*Problem*. In the material below, find all lines with the string "dead" and copy them.

*Provided records*.
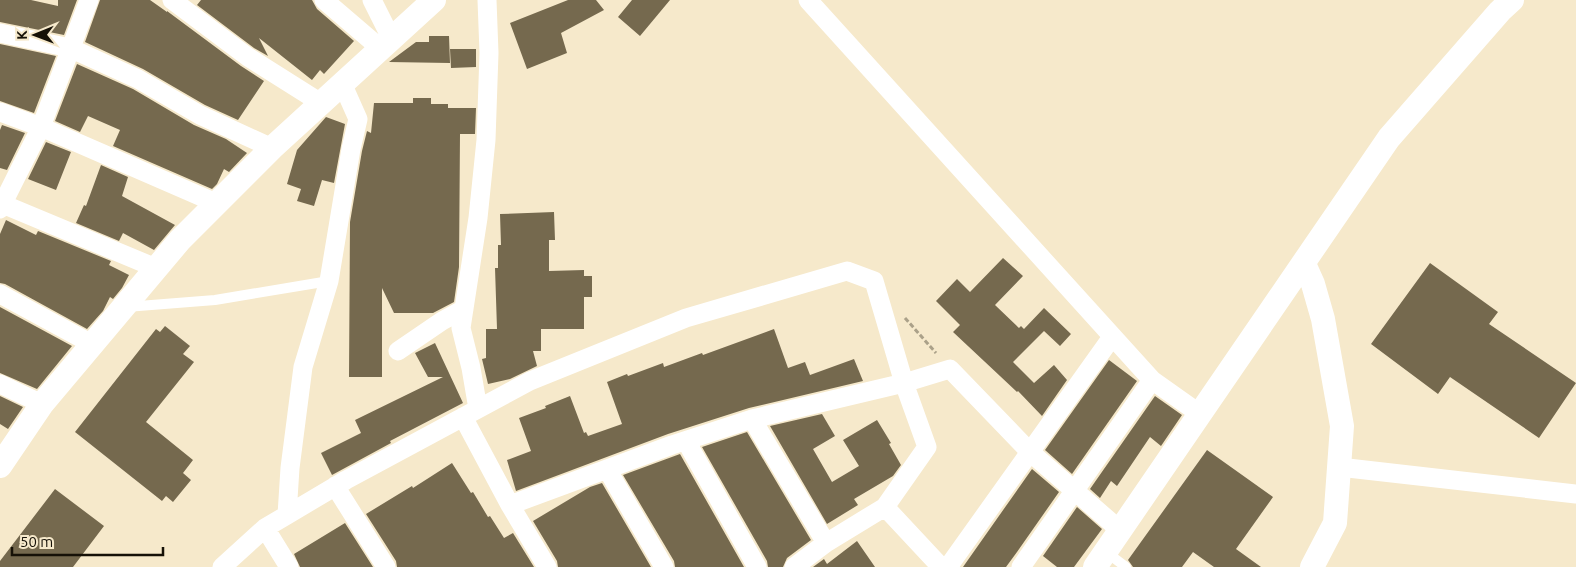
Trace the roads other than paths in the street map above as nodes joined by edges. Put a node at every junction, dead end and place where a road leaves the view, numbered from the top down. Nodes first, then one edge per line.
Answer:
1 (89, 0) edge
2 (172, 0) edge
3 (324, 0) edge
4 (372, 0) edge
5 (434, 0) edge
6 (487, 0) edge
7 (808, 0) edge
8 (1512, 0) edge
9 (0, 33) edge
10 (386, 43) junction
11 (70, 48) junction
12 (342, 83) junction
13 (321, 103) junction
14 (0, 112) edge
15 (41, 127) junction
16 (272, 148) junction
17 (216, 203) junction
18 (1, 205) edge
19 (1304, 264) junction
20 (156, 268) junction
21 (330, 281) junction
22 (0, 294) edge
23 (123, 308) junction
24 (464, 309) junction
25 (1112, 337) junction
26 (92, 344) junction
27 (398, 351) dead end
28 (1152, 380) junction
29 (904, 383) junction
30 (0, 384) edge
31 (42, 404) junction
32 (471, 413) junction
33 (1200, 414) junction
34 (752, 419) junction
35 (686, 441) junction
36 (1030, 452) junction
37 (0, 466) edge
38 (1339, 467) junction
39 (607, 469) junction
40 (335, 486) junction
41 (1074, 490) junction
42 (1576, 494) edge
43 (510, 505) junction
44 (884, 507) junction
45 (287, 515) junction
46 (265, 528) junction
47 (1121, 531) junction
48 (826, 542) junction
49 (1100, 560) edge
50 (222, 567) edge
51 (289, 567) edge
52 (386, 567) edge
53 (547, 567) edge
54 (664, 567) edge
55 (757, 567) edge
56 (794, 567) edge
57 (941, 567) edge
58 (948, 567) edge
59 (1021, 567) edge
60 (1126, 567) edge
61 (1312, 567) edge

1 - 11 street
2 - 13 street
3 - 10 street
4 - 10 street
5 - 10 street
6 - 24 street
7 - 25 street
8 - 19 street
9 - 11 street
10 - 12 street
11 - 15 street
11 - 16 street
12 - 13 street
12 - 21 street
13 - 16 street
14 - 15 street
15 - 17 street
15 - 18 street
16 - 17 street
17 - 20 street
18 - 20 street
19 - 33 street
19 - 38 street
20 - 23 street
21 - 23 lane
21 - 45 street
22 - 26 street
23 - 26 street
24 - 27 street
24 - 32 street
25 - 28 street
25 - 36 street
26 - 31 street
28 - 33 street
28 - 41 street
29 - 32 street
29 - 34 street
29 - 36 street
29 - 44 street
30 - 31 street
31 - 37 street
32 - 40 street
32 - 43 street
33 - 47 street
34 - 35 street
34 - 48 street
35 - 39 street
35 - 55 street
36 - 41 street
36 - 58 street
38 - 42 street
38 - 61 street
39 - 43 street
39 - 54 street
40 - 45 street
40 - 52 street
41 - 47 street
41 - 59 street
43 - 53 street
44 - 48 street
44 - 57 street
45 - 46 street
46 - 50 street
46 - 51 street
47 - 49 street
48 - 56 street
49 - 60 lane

*Task output*.
Trace the roads other than paths in the street map above as nodes joined by edges. Put a node at every junction, dead end and place where a road leaves the view, numbered from the top down. Nodes first, then one edge per line.
27 (398, 351) dead end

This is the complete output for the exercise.